I haven't done a blog in ages! Oops.
Since my last blog, I have been refining the DAG format so the new cards work well. I wrote a bash script to configure the memory and hashing on the cards because that's a long process. Basically you tell the script how many streams you want, how much RAM you want to give them and which card to configure and it will go away and do just that.
I validated using ostinato and the dagsnap utility which showed a pretty good balance across all the streams.
The API between DAG 4 and DAG 5 changed slightly. I need to change how the configuration works by using the new CSAPI, and I also had to drop DUCK support.
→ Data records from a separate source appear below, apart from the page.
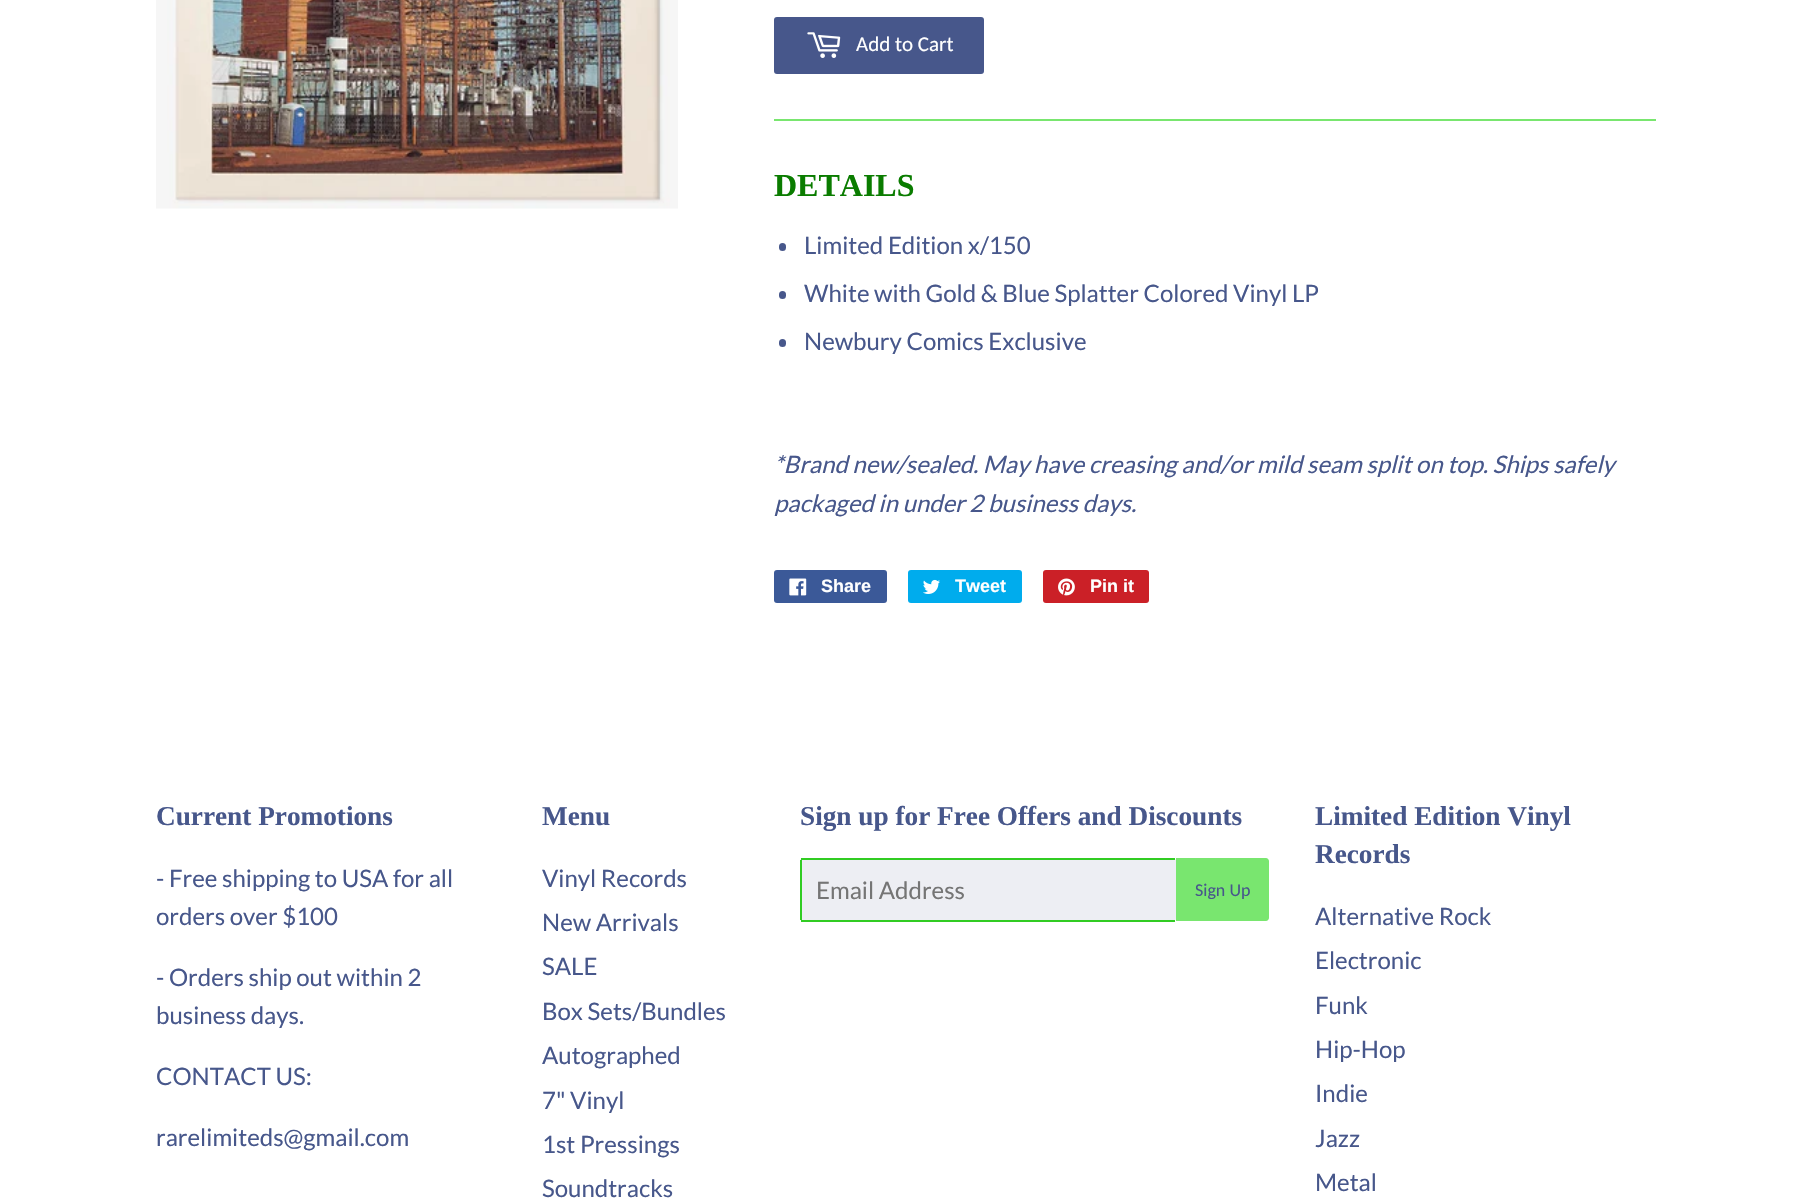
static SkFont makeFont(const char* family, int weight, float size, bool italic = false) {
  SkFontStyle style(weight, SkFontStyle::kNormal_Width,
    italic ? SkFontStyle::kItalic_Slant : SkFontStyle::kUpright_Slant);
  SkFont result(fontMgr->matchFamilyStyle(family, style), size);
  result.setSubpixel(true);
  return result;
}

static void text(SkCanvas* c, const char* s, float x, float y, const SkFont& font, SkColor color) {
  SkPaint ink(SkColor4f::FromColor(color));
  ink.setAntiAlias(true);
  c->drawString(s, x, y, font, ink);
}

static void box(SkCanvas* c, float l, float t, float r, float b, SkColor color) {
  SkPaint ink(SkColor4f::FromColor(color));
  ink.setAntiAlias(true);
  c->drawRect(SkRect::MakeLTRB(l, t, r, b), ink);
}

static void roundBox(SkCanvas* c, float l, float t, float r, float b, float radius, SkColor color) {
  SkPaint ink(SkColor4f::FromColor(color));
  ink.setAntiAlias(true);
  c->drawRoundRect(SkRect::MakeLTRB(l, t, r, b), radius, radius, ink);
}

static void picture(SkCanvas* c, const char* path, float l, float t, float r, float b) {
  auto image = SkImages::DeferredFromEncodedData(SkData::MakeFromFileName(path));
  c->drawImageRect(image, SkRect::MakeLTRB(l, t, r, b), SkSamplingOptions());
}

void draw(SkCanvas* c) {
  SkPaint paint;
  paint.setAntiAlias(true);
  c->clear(0xffffffff);
  picture(c, "img_01.png", 156, 0, 678, 209);
  roundBox(c, 774, 17, 984, 74, 3, 0xff47578b);
  picture(c, "img_02.png", 807, 32, 841, 58);
  SkFont face1 = makeFont("Carlito", 400, 21);
  text(c, "Add to Cart", 856, 51, face1, 0xffffffff);
  box(c, 774, 119, 1656, 121, 0xff79e66f);
  SkFont face2 = makeFont("Liberation Serif", 700, 32);
  text(c, "DETAILS", 774, 196, face2, 0xff0a7c00);
  roundBox(c, 779, 243, 786, 251, 3.5f, 0xff47578b);
  SkFont face3 = makeFont("Lato", 400, 24);
  text(c, "Limited Edition x/150", 804, 254, face3, 0xff47578b);
  roundBox(c, 779, 291, 786, 299, 3.5f, 0xff47578b);
  text(c, "White with Gold & Blue Splatter Colored Vinyl LP", 804, 302, face3, 0xff47578b);
  roundBox(c, 779, 339, 786, 347, 3.5f, 0xff47578b);
  text(c, "Newbury Comics Exclusive", 804, 350, face3, 0xff47578b);
  SkFont face4 = makeFont("Lato", 400, 24, true);
  text(c, "*Brand new/sealed. May have creasing and/or mild seam split on top. Ships safely", 774, 473, face4, 0xff47578b);
  text(c, "packaged in under 2 business days.", 774, 512, face4, 0xff47578b);
  roundBox(c, 774, 570, 887, 603, 3, 0xff3b5998);
  picture(c, "img_03.png", 789, 578, 807, 596);
  SkFont face5 = makeFont("Liberation Sans", 700, 18);
  text(c, "Share", 821, 592, face5, 0xffffffff);
  roundBox(c, 908, 570, 1022, 603, 3, 0xff00aced);
  picture(c, "img_04.png", 923, 579, 940, 594);
  text(c, "Tweet", 955, 592, face5, 0xffffffff);
  roundBox(c, 1043, 570, 1149, 603, 3, 0xffcb2027);
  picture(c, "img_05.png", 1058, 578, 1075, 596);
  text(c, "Pin it", 1090, 592, face5, 0xffffffff);
  SkFont face6 = makeFont("Liberation Serif", 700, 27.25f);
  text(c, "Current Promotions", 156, 825, face6, 0xff47578b);
  text(c, "- Free shipping to USA for all", 156, 887, face3, 0xff47578b);
  text(c, "orders over $100", 156, 925, face3, 0xff47578b);
  text(c, "- Orders ship out within 2", 156, 986, face3, 0xff47578b);
  text(c, "business days.", 156, 1024, face3, 0xff47578b);
  text(c, "CONTACT US:", 156, 1085, face3, 0xff47578b);
  text(c, "rarelimiteds@gmail.com", 156, 1146, face3, 0xff47578b);
  text(c, "Menu", 542, 825, face6, 0xff47578b);
  text(c, "Vinyl Records", 542, 887, face3, 0xff47578b);
  text(c, "New Arrivals", 542, 931, face3, 0xff47578b);
  text(c, "SALE", 542, 975, face3, 0xff47578b);
  text(c, "Box Sets/Bundles", 542, 1020, face3, 0xff47578b);
  text(c, "Autographed", 542, 1064, face3, 0xff47578b);
  text(c, "7\" Vinyl", 542, 1109, face3, 0xff47578b);
  text(c, "1st Pressings", 542, 1153, face3, 0xff47578b);
  text(c, "Soundtracks", 542, 1197, face3, 0xff47578b);
  text(c, "Sign up for Free Offers and Discounts", 800, 825, face6, 0xff47578b);
  roundBox(c, 800, 858, 1176, 921, 3, 0xffedeef3);
  box(c, 801, 858, 1175, 860, 0xff31cc23);
  box(c, 801, 920, 1175, 922, 0xff31cc23);
  box(c, 800, 860, 802, 920, 0xff31cc23);
  text(c, "Email Address", 816, 899, face3, 0xff757575);
  paint.setColor(0xff79e66f);
  c->drawPath(SkPathBuilder().moveTo(1176, 858).lineTo(1266, 858).cubicTo(1267.5f, 858, 1269, 859.5f, 1269, 861).lineTo(1269, 918).cubicTo(1269, 919.5f, 1267.5f, 921, 1266, 921).lineTo(1176, 921).close().detach(), paint);
  SkFont face7 = makeFont("Carlito", 400, 18);
  text(c, "Sign Up", 1195, 896, face7, 0xff47578b);
  text(c, "Limited Edition Vinyl", 1315, 825, face6, 0xff47578b);
  text(c, "Records", 1315, 863, face6, 0xff47578b);
  text(c, "Alternative Rock", 1315, 925, face3, 0xff47578b);
  text(c, "Electronic", 1315, 969, face3, 0xff47578b);
  text(c, "Funk", 1315, 1014, face3, 0xff47578b);
  text(c, "Hip-Hop", 1315, 1058, face3, 0xff47578b);
  text(c, "Indie", 1315, 1102, face3, 0xff47578b);
  text(c, "Jazz", 1315, 1147, face3, 0xff47578b);
  text(c, "Metal", 1315, 1191, face3, 0xff47578b);
}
I really have no idea how DUCK works, and all references to the word DUCK have disappeared from the endace documentation. I left a helpful TODO message.
I also spent a bunch of time discussing how we're going to refactor the code base in the formats to better support using two different APIs - parallel and non-parallel libtrace. In the end we decided to use a linked list to hold per stream data. The non-parallel interface will get initialised and points to the first item in the list (FORMAT_DATA_FIRST). The parallel initialisation will add more entries to the end of the list. Any code that is common between the parallel and non-parallel code just get wrapped in a way that passes the correct data structure to the method.
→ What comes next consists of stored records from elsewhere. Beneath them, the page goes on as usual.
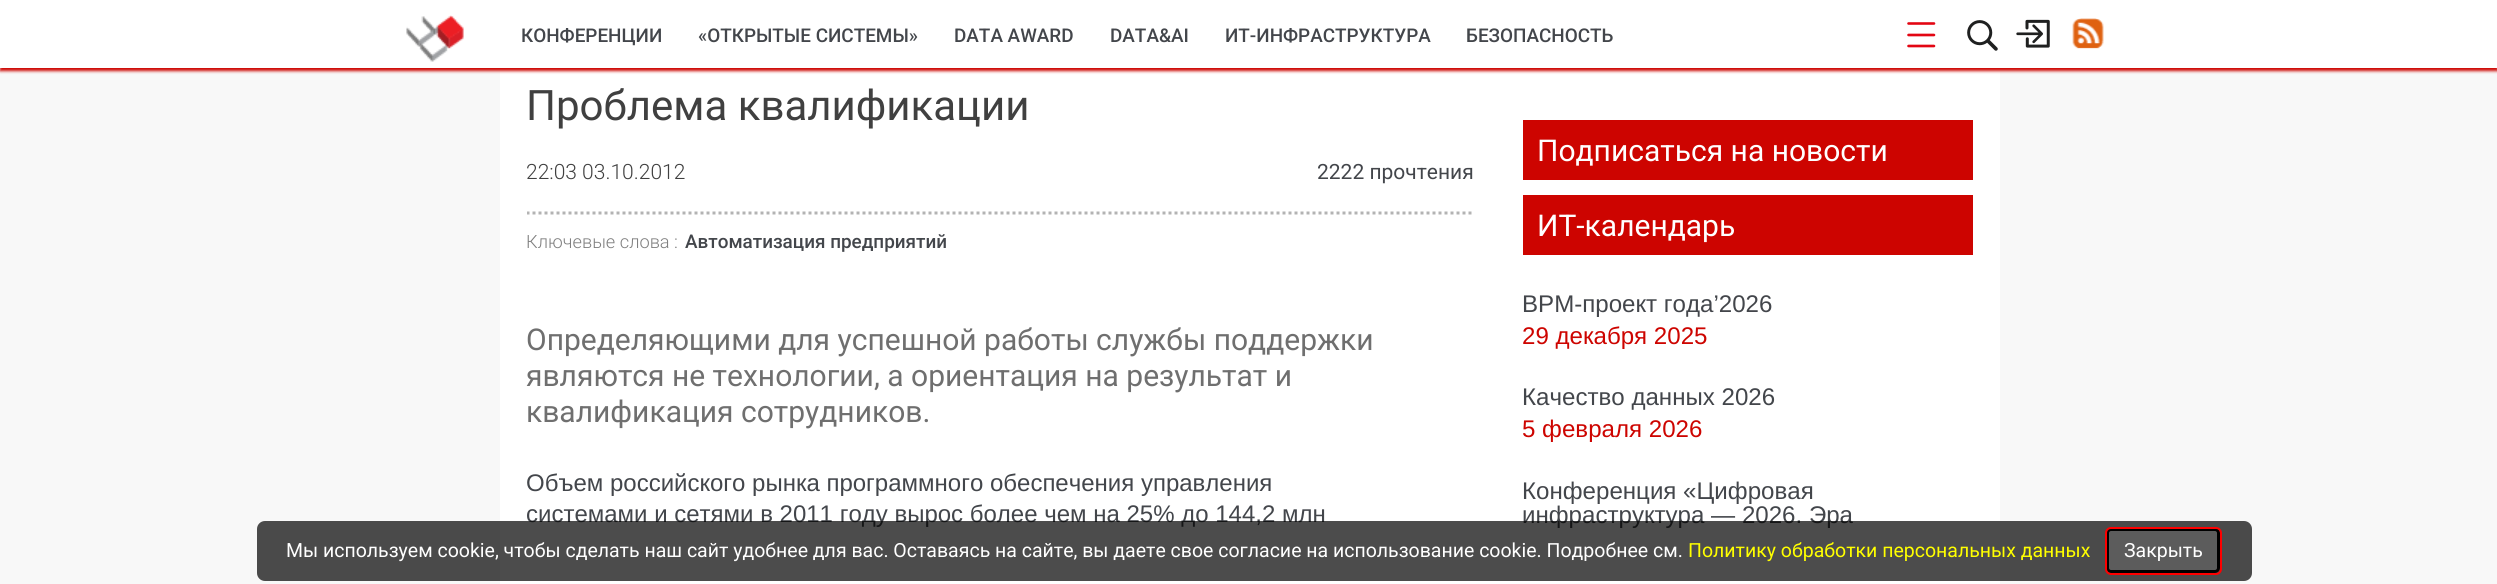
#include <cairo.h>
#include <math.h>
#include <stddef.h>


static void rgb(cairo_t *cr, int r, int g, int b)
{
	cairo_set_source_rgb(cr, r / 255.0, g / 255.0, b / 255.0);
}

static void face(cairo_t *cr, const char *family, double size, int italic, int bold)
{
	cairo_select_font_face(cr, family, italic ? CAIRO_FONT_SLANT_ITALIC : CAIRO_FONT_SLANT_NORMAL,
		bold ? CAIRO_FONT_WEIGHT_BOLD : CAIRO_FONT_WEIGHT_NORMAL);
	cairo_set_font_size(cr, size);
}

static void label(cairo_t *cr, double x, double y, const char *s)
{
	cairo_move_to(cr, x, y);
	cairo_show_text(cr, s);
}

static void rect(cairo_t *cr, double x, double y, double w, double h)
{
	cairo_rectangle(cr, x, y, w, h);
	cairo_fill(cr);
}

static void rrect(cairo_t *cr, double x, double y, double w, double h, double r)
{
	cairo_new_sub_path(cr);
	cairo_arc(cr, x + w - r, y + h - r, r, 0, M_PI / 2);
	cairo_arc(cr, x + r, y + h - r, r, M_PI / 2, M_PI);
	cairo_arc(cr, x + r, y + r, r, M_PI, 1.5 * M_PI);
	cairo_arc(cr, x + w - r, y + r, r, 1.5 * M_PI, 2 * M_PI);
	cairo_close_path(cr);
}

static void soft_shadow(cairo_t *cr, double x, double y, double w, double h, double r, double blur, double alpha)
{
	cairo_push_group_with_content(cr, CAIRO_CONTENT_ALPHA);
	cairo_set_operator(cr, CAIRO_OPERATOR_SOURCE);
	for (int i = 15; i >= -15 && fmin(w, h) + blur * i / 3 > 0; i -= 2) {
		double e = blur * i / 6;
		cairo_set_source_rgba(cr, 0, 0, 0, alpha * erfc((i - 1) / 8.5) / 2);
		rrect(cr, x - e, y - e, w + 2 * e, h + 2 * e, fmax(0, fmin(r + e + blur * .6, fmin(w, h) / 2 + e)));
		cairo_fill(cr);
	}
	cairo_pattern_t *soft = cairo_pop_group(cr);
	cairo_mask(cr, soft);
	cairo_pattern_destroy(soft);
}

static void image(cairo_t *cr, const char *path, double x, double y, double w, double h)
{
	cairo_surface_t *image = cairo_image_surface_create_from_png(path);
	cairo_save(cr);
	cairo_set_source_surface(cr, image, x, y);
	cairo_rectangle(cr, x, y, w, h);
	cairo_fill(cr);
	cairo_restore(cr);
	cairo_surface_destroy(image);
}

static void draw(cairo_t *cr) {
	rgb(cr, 248, 248, 248);
	cairo_paint(cr);
	rgb(cr, 255, 255, 255);
	rect(cr, 500, 68, 1500, 516);
	rgb(cr, 205, 4, 0);
	soft_shadow(cr, 0, 3, 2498, 68, 0, 1.5, 1);
	rgb(cr, 255, 255, 255);
	rect(cr, 0, 0, 2497, 68);
	image(cr, "image0.png", 406, 15, 58, 47);
	face(cr, "Roboto Medium", 18.9, 0, 0);
	rgb(cr, 67, 70, 75);
	label(cr, 521, 42, "КОНФЕРЕНЦИИ");
	label(cr, 698, 42, "«ОТКРЫТЫЕ СИСТЕМЫ»");
	label(cr, 954, 42, "DATA AWARD");
	label(cr, 1110, 42, "DATA&AI");
	label(cr, 1225, 42, "ИТ-ИНФРАСТРУКТУРА");
	label(cr, 1466, 42, "БЕЗОПАСНОСТЬ");
	cairo_new_path(cr);
	cairo_move_to(cr, 1908.5, 23.5);
	cairo_line_to(cr, 1934, 23.5);
	cairo_move_to(cr, 1908.5, 35);
	cairo_line_to(cr, 1934, 35);
	cairo_move_to(cr, 1908.5, 46);
	cairo_line_to(cr, 1934, 46);
	rgb(cr, 227, 6, 19);
	cairo_set_line_width(cr, 2.6);
	cairo_set_line_cap(cr, CAIRO_LINE_CAP_ROUND);
	cairo_stroke(cr);
	image(cr, "image1.png", 1967, 20, 31, 31);
	image(cr, "image2.png", 2016, 19, 34, 29);
	image(cr, "image3.png", 2072, 18, 32, 31);
	face(cr, "Roboto", 42, 0, 0);
	rgb(cr, 64, 64, 64);
	label(cr, 526, 120, "Проблема квалификации");
	face(cr, "Roboto Light", 21, 0, 0);
	label(cr, 526, 179, "22:03 03.10.2012");
	face(cr, "Roboto", 21, 0, 0);
	rgb(cr, 67, 70, 75);
	label(cr, 1317, 179, "2222 прочтения");
	cairo_save(cr);
	cairo_rectangle(cr, 527, 68, 948, 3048);
	cairo_clip(cr);
	cairo_new_path(cr);
	cairo_move_to(cr, 526.5, 213);
	cairo_line_to(cr, 1474.5, 213);
	rgb(cr, 179, 179, 179);
	cairo_set_line_width(cr, 3);
	cairo_set_line_cap(cr, CAIRO_LINE_CAP_BUTT);
	cairo_set_dash(cr, (double[]){3, 3}, 2, 0);
	cairo_stroke(cr);
	cairo_restore(cr);
	face(cr, "Roboto Light", 18.25, 0, 0);
	rgb(cr, 128, 128, 128);
	label(cr, 526, 248, "Ключевые слова :");
	face(cr, "Roboto Medium", 18.9, 0, 0);
	rgb(cr, 67, 70, 75);
	label(cr, 685, 248, "Автоматизация предприятий");
	face(cr, "Roboto", 30, 0, 0);
	rgb(cr, 111, 111, 111);
	label(cr, 526, 350, "Определяющими для успешной работы службы поддержки");
	label(cr, 526, 386, "являются не технологии, а ориентация на результат и");
	label(cr, 526, 422, "квалификация сотрудников.");
	face(cr, "Liberation Sans", 24, 0, 0);
	rgb(cr, 67, 70, 75);
	label(cr, 526, 491, "Объем российского рынка программного обеспечения управления");
	cairo_save(cr);
	cairo_rectangle(cr, 527, 68, 948, 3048);
	cairo_clip(cr);
	label(cr, 526, 522, "системами и сетями в 2011 году вырос более чем на 25% до 144,2 млн");
	cairo_restore(cr);
	rgb(cr, 205, 4, 0);
	rect(cr, 1523, 120, 450, 60);
	face(cr, "Roboto", 30, 0, 0);
	rgb(cr, 255, 255, 255);
	label(cr, 1537, 161, "Подписаться на новости");
	rgb(cr, 205, 4, 0);
	rect(cr, 1523, 195, 450, 60);
	rgb(cr, 255, 255, 255);
	label(cr, 1537, 236, "ИТ-календарь");
	face(cr, "Liberation Sans", 24.1, 0, 0);
	rgb(cr, 67, 70, 75);
	label(cr, 1522, 312, "BPM-проект года’2026");
	rgb(cr, 205, 4, 0);
	label(cr, 1522, 344, "29 декабря 2025");
	rgb(cr, 67, 70, 75);
	label(cr, 1522, 405, "Качество данных 2026");
	rgb(cr, 205, 4, 0);
	label(cr, 1522, 437, "5 февраля 2026");
	rgb(cr, 67, 70, 75);
	label(cr, 1522, 499, "Конференция «Цифровая");
	label(cr, 1522, 523, "инфраструктура ― 2026. Эра");
	cairo_set_source_rgba(cr, 0, 0, 0, 0.7);
	rrect(cr, 257, 521, 1995, 60, 8);
	cairo_fill(cr);
	face(cr, "Roboto", 19.5, 0, 0);
	rgb(cr, 255, 255, 255);
	label(cr, 286, 557, "Мы используем cookie, чтобы сделать наш сайт удобнее для вас. Оставаясь на сайте, вы даете свое согласие на использование cookie. Подробнее см.");
	rgb(cr, 255, 255, 0);
	label(cr, 1688, 557, "Политику обработки персональных данных");
	rgb(cr, 92, 92, 92);
	rrect(cr, 2107.5, 529.5, 111, 42, 3.5);
	cairo_fill_preserve(cr);
	rgb(cr, 0, 0, 0);
	cairo_set_line_width(cr, 3);
	cairo_set_line_cap(cr, CAIRO_LINE_CAP_BUTT);
	cairo_stroke(cr);
	rrect(cr, 2106, 528, 115, 46, 5);
	rgb(cr, 255, 0, 0);
	cairo_set_line_width(cr, 2);
	cairo_stroke(cr);
	rgb(cr, 255, 255, 255);
	label(cr, 2124, 557, "Закрыть");
}

int main(void) {
	cairo_surface_t *surface = cairo_image_surface_create(CAIRO_FORMAT_RGB24, 2497, 584);
	cairo_t *cr = cairo_create(surface);
	cairo_font_options_t *options = cairo_font_options_create();
	cairo_font_options_set_hint_metrics(options, CAIRO_HINT_METRICS_OFF);
	cairo_font_options_set_hint_style(options, CAIRO_HINT_STYLE_NONE);
	cairo_set_font_options(cr, options);
	cairo_set_miter_limit(cr, 4);
	draw(cr);
	cairo_surface_write_to_png(surface, "render.png");
	cairo_font_options_destroy(options);
	cairo_destroy(cr);
	cairo_surface_destroy(surface);
	return 0;
}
Implementing this took a fair amount of time as there were a lot of references to modify. It compiled, and tracestats still counts the correct number of packets. I guess I should also make sure it performs well to be sure.
Monday was a day off, and I spent most of Tuesday working on my slides and graphs as per Shane's suggestions for my NZNOG talk.
The rest of the week was spent attending NZNOG. The WAND presentation went well, however slightly overtime. There were many interesting talks and I enjoyed my time. I talked to a few people interested in my research after the presentation.
Continued refactoring the pstart method and other related parts of the code.
I wrote slides for NZNOG which for the practice presentation on Thursday. I got Dan to help run some last minute results for the slides, however was still missing one graph.
On the Friday I fixed my presentation as per suggestions given after the practice presentation. And I worked on a python ostinato script to run tests and generate results automatically and left this running some situations over the weekend.
Tidied up the way signing requests were dealt with, to help make sure
that they weren't cluttering things up - checking for the certificate
before sending a (possibly unneccessary) request, deleting them when no
longer required, making sure memory is freed.
Spent Wednesday to Friday in Rotorua at the NZNOG conference.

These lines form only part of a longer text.